If you went on any sort of social media between October and January of last year, you most likely saw—and promptly became annoyed by—the constant posts and messages asking you to vote to amend the board structure of the University of Toronto Students’ Union. The campaign to bring the UTSU back in compliance with new government legislation was long and drawn out, and caused a great deal of bickering between active student politicians. When the new board structure was finally passed last January, the University took a collective deep breath.

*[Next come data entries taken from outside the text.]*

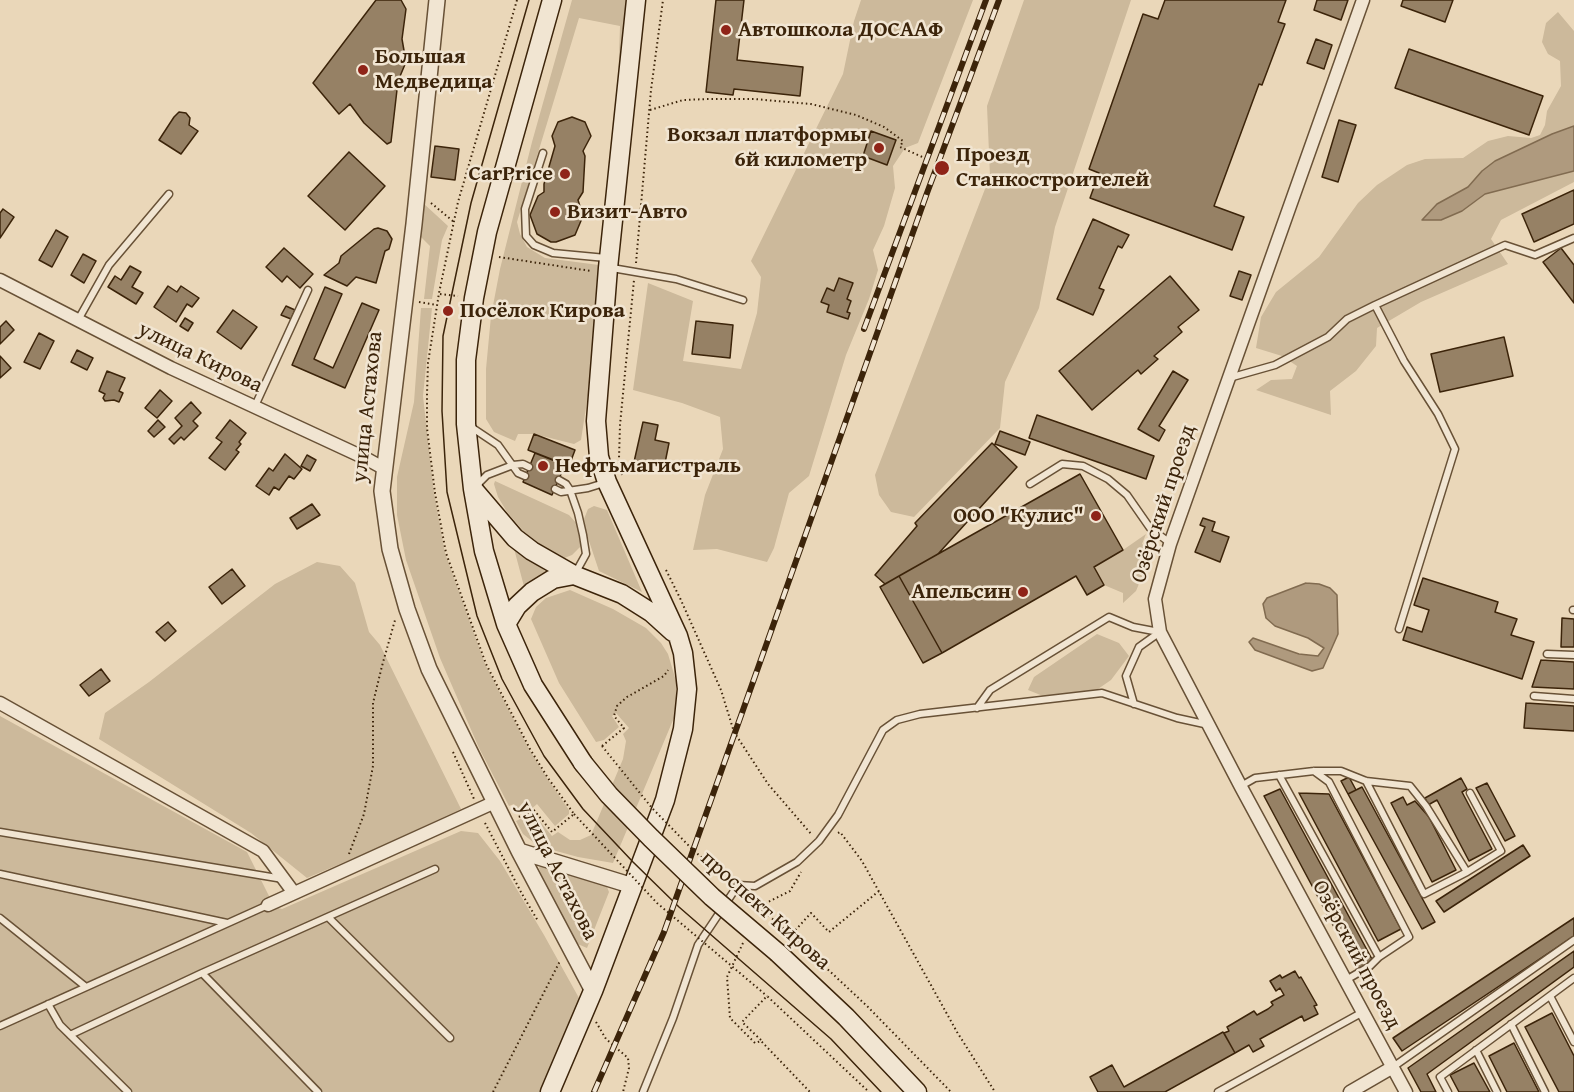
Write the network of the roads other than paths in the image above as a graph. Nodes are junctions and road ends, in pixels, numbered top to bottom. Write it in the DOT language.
graph roads {
  1 [pos="437,0"];
  2 [pos="552,0"];
  3 [pos="636,0"];
  4 [pos="1363,0"];
  5 [pos="543,153"];
  6 [pos="169,194"];
  7 [pos="1574,238"];
  8 [pos="604,261"];
  9 [pos="0,280"];
  10 [pos="308,290"];
  11 [pos="743,300"];
  12 [pos="1376,305"];
  13 [pos="78,321"];
  14 [pos="1229,378"];
  15 [pos="254,407"];
  16 [pos="466,424"];
  17 [pos="513,465"];
  18 [pos="529,467"];
  19 [pos="385,469"];
  20 [pos="525,476"];
  21 [pos="615,479"];
  22 [pos="559,480"];
  23 [pos="1030,484"];
  24 [pos="473,489"];
  25 [pos="555,489"];
  26 [pos="570,490"];
  27 [pos="1170,544"];
  28 [pos="574,575"];
  29 [pos="506,624"];
  30 [pos="1399,629"];
  31 [pos="1160,632"];
  32 [pos="681,644"];
  33 [pos="1548,654"];
  34 [pos="1574,655"];
  35 [pos="1534,696"];
  36 [pos="1574,699"];
  37 [pos="0,703"];
  38 [pos="1134,704"];
  39 [pos="977,708"];
  40 [pos="1209,725"];
  41 [pos="1314,771"];
  42 [pos="1279,775"];
  43 [pos="1366,781"];
  44 [pos="1241,787"];
  45 [pos="1470,793"];
  46 [pos="495,802"];
  47 [pos="0,832"];
  48 [pos="519,851"];
  49 [pos="435,869"];
  50 [pos="1467,872"];
  51 [pos="0,874"];
  52 [pos="284,879"];
  53 [pos="633,886"];
  54 [pos="294,893"];
  55 [pos="268,905"];
  56 [pos="328,917"];
  57 [pos="0,918"];
  58 [pos="227,923"];
  59 [pos="1574,940"];
  60 [pos="1379,957"];
  61 [pos="202,973"];
  62 [pos="1574,978"];
  63 [pos="1346,980"];
  64 [pos="86,987"];
  65 [pos="1550,996"];
  66 [pos="590,998"];
  67 [pos="48,1004"];
  68 [pos="1363,1012"];
  69 [pos="1512,1024"];
  70 [pos="0,1026"];
  71 [pos="70,1035"];
  72 [pos="450,1038"];
  73 [pos="1574,1042"];
  74 [pos="1476,1050"];
  75 [pos="1393,1067"];
  76 [pos="128,1092"];
  77 [pos="318,1092"];
  78 [pos="550,1092"];
  79 [pos="643,1092"];
  80 [pos="917,1092"];
  81 [pos="1218,1092"];
  82 [pos="1350,1092"];
  83 [pos="1406,1092"];
  84 [pos="1448,1092"];
  85 [pos="1497,1092"];
  86 [pos="1545,1092"];
  1 -- 19 [label="street, улица Астахова"];
  2 -- 16 [label="main road"];
  3 -- 8 [label="main road"];
  4 -- 14 [label="street, Озёрский проезд"];
  5 -- 8 [label="lane"];
  6 -- 13 [label="lane"];
  7 -- 12 [label="lane"];
  8 -- 11 [label="lane"];
  8 -- 21 [label="main road"];
  9 -- 13 [label="street, улица Кирова"];
  10 -- 15 [label="lane"];
  12 -- 14 [label="lane"];
  12 -- 30 [label="lane"];
  13 -- 15 [label="street, улица Кирова"];
  14 -- 27 [label="street, Озёрский проезд"];
  15 -- 19 [label="street, улица Кирова"];
  16 -- 17 [label="lane"];
  16 -- 24 [label="main road"];
  17 -- 18 [label="lane"];
  17 -- 20 [label="lane"];
  17 -- 24 [label="lane"];
  19 -- 46 [label="street, улица Астахова"];
  21 -- 26 [label="lane"];
  21 -- 32 [label="main road"];
  22 -- 26 [label="lane"];
  23 -- 27 [label="lane"];
  24 -- 28 [label="main road"];
  24 -- 29 [label="main road"];
  25 -- 26 [label="lane"];
  26 -- 28 [label="lane"];
  27 -- 31 [label="street, Озёрский проезд"];
  28 -- 29 [label="main road"];
  28 -- 32 [label="main road"];
  29 -- 80 [label="main road, проспект Кирова, bridge"];
  31 -- 38 [label="lane"];
  31 -- 39 [label="lane"];
  31 -- 40 [label="street, Озёрский проезд"];
  32 -- 53 [label="main road"];
  33 -- 34 [label="lane"];
  35 -- 36 [label="lane"];
  37 -- 52 [label="street"];
  38 -- 39 [label="lane"];
  38 -- 40 [label="lane"];
  39 -- 79 [label="lane"];
  40 -- 44 [label="street, Озёрский проезд"];
  41 -- 42 [label="lane"];
  41 -- 43 [label="lane"];
  41 -- 60 [label="lane"];
  42 -- 44 [label="lane"];
  42 -- 60 [label="lane"];
  43 -- 50 [label="lane"];
  43 -- 50 [label="lane"];
  44 -- 63 [label="street, Озёрский проезд"];
  45 -- 50 [label="lane"];
  46 -- 48 [label="street, улица Астахова"];
  46 -- 54 [label="street"];
  47 -- 52 [label="lane"];
  48 -- 53 [label="street"];
  48 -- 66 [label="street, улица Астахова"];
  49 -- 56 [label="lane"];
  51 -- 58 [label="lane"];
  52 -- 54 [label="street"];
  53 -- 66 [label="main road"];
  54 -- 55 [label="street"];
  55 -- 58 [label="lane"];
  56 -- 61 [label="lane"];
  56 -- 72 [label="lane"];
  57 -- 64 [label="lane"];
  58 -- 64 [label="lane"];
  59 -- 75 [label="lane"];
  60 -- 63 [label="lane"];
  61 -- 71 [label="lane"];
  61 -- 77 [label="lane"];
  62 -- 65 [label="lane"];
  63 -- 68 [label="street, Озёрский проезд"];
  64 -- 67 [label="lane"];
  65 -- 69 [label="lane"];
  65 -- 73 [label="lane"];
  66 -- 78 [label="main road"];
  67 -- 70 [label="lane"];
  67 -- 71 [label="lane"];
  68 -- 75 [label="street, Озёрский проезд"];
  68 -- 81 [label="lane"];
  69 -- 74 [label="lane"];
  69 -- 86 [label="lane"];
  71 -- 76 [label="lane"];
  74 -- 84 [label="lane"];
  74 -- 85 [label="lane"];
  75 -- 82 [label="street"];
  75 -- 83 [label="street, Озёрский проезд"];
}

However, with every new year comes new issues. This year’s is one of equal, if not greater importance—one that seems like a much larger headache. The recently launched You Decide campaign seeks to provide UofT students the chance to vote in a referendum to decide whether or not we remain members of the Canadian Federation of Students, better known as the CFS. There are several important reasons why our relationship with the CFS is being called into question, all of which are of concern to students at UofT.

The CFS basically functions as a union for our union. The UTSU, along with 39 other student unions in Ontario alone, provide funding to the organization to represent student interests across the country. This can take the form of political lobbying and nation-wide campaigns, such as the Fight the Fees campaign to eliminate tuition fees in Ontario.

Each full-time student at the St. George campus indirectly provides the CFS with $15 per year through their fees paid to the UTSU. With over 3,000 full-time students at Victoria College, this means that we alone provide the organization with over $45,000 per year.

In order to understand why this is an issue, it’s useful to take a look at the history of conflict within the CFS. In the mid to late 1990s, several disaffected student unions left the CFS to form the Canadian Alliance of Student Associations (CASA), mostly due to a strong leftward shift in the political leanings of the CFS. The student unions of McMaster, Western, Waterloo, and the University of Alberta all defected from the CFS in favour of membership in the more moderate CASA. As a result, we have seen increasing hostility towards reform and disaffiliation from the CFS.

On September 19th, a letter drafted by ten student unions across the country was sent to the CFS leadership and made available to the public. The letter covered various points of contention with the CFS. These include: improper minute taking at meetings (with minutes that are actually taken not being posted online); the lack of space for dissent and criticism of the Federation; difficulty accessing information relating to bylaws, policies, and financial information; the extremely difficult disaffiliation process; and the closed and inaccessible nature of general meetings.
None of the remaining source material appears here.